• _GOAL OF THE EXERCISE_
Should any entry seem unclear, still set it down exactly as given, along with all the others.

• _SUPPLIED DATA_

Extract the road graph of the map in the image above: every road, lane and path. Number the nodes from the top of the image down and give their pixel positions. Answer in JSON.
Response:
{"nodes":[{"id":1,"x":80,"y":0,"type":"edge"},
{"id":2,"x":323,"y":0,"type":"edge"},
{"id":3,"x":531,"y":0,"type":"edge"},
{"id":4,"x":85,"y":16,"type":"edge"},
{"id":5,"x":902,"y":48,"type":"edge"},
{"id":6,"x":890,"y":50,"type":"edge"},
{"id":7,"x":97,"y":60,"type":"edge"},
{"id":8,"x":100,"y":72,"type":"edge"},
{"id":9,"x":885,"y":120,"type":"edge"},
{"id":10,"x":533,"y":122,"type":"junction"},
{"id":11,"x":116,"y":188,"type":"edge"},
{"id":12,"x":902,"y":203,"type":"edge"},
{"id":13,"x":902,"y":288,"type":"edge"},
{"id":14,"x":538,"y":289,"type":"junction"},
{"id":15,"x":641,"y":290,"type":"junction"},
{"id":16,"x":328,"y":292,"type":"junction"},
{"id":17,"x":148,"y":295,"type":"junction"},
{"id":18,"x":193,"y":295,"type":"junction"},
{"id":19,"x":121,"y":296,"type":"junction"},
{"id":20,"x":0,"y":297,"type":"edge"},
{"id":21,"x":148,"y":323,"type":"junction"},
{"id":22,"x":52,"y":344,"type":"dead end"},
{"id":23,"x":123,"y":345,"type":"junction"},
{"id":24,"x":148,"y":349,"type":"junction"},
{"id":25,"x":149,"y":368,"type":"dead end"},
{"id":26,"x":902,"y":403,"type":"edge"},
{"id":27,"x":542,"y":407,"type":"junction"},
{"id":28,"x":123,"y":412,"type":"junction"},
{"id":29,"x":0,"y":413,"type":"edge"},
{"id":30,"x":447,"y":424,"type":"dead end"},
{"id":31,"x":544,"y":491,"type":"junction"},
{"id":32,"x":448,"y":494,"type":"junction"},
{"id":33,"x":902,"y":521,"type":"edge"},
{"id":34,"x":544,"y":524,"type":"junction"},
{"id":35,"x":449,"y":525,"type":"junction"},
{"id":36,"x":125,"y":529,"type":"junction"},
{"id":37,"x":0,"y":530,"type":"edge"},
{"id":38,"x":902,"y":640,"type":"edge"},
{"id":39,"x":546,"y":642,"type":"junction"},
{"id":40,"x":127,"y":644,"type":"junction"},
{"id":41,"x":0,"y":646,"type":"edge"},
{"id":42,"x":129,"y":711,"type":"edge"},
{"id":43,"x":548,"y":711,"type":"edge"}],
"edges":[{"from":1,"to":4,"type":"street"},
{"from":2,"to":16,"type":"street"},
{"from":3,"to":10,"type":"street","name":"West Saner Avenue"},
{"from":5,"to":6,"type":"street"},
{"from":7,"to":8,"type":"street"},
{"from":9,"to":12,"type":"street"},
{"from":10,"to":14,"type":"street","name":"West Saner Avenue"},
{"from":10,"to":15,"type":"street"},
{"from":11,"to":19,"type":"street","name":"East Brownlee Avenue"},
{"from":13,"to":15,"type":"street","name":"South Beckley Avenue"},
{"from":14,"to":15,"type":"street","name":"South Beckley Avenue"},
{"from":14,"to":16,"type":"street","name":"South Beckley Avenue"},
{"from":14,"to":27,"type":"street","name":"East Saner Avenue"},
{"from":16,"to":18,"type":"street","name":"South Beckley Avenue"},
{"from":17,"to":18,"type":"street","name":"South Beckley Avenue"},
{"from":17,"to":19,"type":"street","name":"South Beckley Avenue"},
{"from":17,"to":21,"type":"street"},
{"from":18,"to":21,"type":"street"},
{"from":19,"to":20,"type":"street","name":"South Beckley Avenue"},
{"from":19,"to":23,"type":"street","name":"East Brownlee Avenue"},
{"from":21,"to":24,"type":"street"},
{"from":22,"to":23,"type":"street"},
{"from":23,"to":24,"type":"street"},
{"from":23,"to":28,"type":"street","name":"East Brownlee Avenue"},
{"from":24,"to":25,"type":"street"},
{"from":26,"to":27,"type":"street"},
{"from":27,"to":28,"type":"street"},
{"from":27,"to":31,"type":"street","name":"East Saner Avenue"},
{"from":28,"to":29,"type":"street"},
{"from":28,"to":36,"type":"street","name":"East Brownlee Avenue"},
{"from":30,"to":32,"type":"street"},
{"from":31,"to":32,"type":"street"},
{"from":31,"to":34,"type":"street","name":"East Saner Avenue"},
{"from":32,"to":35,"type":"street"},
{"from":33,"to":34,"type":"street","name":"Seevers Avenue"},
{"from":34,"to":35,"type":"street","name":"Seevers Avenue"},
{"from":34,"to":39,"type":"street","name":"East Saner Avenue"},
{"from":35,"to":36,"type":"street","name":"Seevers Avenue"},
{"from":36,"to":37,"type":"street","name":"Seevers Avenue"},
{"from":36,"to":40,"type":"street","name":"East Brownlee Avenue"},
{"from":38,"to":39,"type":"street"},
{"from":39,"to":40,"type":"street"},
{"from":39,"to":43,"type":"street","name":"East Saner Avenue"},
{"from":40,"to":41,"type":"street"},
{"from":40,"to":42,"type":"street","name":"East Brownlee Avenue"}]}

• _SOLVED PROBLEM_
Extract the road graph of the map in the image above: every road, lane and path. Number the nodes from the top of the image down and give their pixel positions. Answer in JSON.
Response:
{"nodes":[{"id":1,"x":80,"y":0,"type":"edge"},
{"id":2,"x":323,"y":0,"type":"edge"},
{"id":3,"x":531,"y":0,"type":"edge"},
{"id":4,"x":85,"y":16,"type":"edge"},
{"id":5,"x":902,"y":48,"type":"edge"},
{"id":6,"x":890,"y":50,"type":"edge"},
{"id":7,"x":97,"y":60,"type":"edge"},
{"id":8,"x":100,"y":72,"type":"edge"},
{"id":9,"x":885,"y":120,"type":"edge"},
{"id":10,"x":533,"y":122,"type":"junction"},
{"id":11,"x":116,"y":188,"type":"edge"},
{"id":12,"x":902,"y":203,"type":"edge"},
{"id":13,"x":902,"y":288,"type":"edge"},
{"id":14,"x":538,"y":289,"type":"junction"},
{"id":15,"x":641,"y":290,"type":"junction"},
{"id":16,"x":328,"y":292,"type":"junction"},
{"id":17,"x":148,"y":295,"type":"junction"},
{"id":18,"x":193,"y":295,"type":"junction"},
{"id":19,"x":121,"y":296,"type":"junction"},
{"id":20,"x":0,"y":297,"type":"edge"},
{"id":21,"x":148,"y":323,"type":"junction"},
{"id":22,"x":52,"y":344,"type":"dead end"},
{"id":23,"x":123,"y":345,"type":"junction"},
{"id":24,"x":148,"y":349,"type":"junction"},
{"id":25,"x":149,"y":368,"type":"dead end"},
{"id":26,"x":902,"y":403,"type":"edge"},
{"id":27,"x":542,"y":407,"type":"junction"},
{"id":28,"x":123,"y":412,"type":"junction"},
{"id":29,"x":0,"y":413,"type":"edge"},
{"id":30,"x":447,"y":424,"type":"dead end"},
{"id":31,"x":544,"y":491,"type":"junction"},
{"id":32,"x":448,"y":494,"type":"junction"},
{"id":33,"x":902,"y":521,"type":"edge"},
{"id":34,"x":544,"y":524,"type":"junction"},
{"id":35,"x":449,"y":525,"type":"junction"},
{"id":36,"x":125,"y":529,"type":"junction"},
{"id":37,"x":0,"y":530,"type":"edge"},
{"id":38,"x":902,"y":640,"type":"edge"},
{"id":39,"x":546,"y":642,"type":"junction"},
{"id":40,"x":127,"y":644,"type":"junction"},
{"id":41,"x":0,"y":646,"type":"edge"},
{"id":42,"x":129,"y":711,"type":"edge"},
{"id":43,"x":548,"y":711,"type":"edge"}],
"edges":[{"from":1,"to":4,"type":"street"},
{"from":2,"to":16,"type":"street"},
{"from":3,"to":10,"type":"street","name":"West Saner Avenue"},
{"from":5,"to":6,"type":"street"},
{"from":7,"to":8,"type":"street"},
{"from":9,"to":12,"type":"street"},
{"from":10,"to":14,"type":"street","name":"West Saner Avenue"},
{"from":10,"to":15,"type":"street"},
{"from":11,"to":19,"type":"street","name":"East Brownlee Avenue"},
{"from":13,"to":15,"type":"street","name":"South Beckley Avenue"},
{"from":14,"to":15,"type":"street","name":"South Beckley Avenue"},
{"from":14,"to":16,"type":"street","name":"South Beckley Avenue"},
{"from":14,"to":27,"type":"street","name":"East Saner Avenue"},
{"from":16,"to":18,"type":"street","name":"South Beckley Avenue"},
{"from":17,"to":18,"type":"street","name":"South Beckley Avenue"},
{"from":17,"to":19,"type":"street","name":"South Beckley Avenue"},
{"from":17,"to":21,"type":"street"},
{"from":18,"to":21,"type":"street"},
{"from":19,"to":20,"type":"street","name":"South Beckley Avenue"},
{"from":19,"to":23,"type":"street","name":"East Brownlee Avenue"},
{"from":21,"to":24,"type":"street"},
{"from":22,"to":23,"type":"street"},
{"from":23,"to":24,"type":"street"},
{"from":23,"to":28,"type":"street","name":"East Brownlee Avenue"},
{"from":24,"to":25,"type":"street"},
{"from":26,"to":27,"type":"street"},
{"from":27,"to":28,"type":"street"},
{"from":27,"to":31,"type":"street","name":"East Saner Avenue"},
{"from":28,"to":29,"type":"street"},
{"from":28,"to":36,"type":"street","name":"East Brownlee Avenue"},
{"from":30,"to":32,"type":"street"},
{"from":31,"to":32,"type":"street"},
{"from":31,"to":34,"type":"street","name":"East Saner Avenue"},
{"from":32,"to":35,"type":"street"},
{"from":33,"to":34,"type":"street","name":"Seevers Avenue"},
{"from":34,"to":35,"type":"street","name":"Seevers Avenue"},
{"from":34,"to":39,"type":"street","name":"East Saner Avenue"},
{"from":35,"to":36,"type":"street","name":"Seevers Avenue"},
{"from":36,"to":37,"type":"street","name":"Seevers Avenue"},
{"from":36,"to":40,"type":"street","name":"East Brownlee Avenue"},
{"from":38,"to":39,"type":"street"},
{"from":39,"to":40,"type":"street"},
{"from":39,"to":43,"type":"street","name":"East Saner Avenue"},
{"from":40,"to":41,"type":"street"},
{"from":40,"to":42,"type":"street","name":"East Brownlee Avenue"}]}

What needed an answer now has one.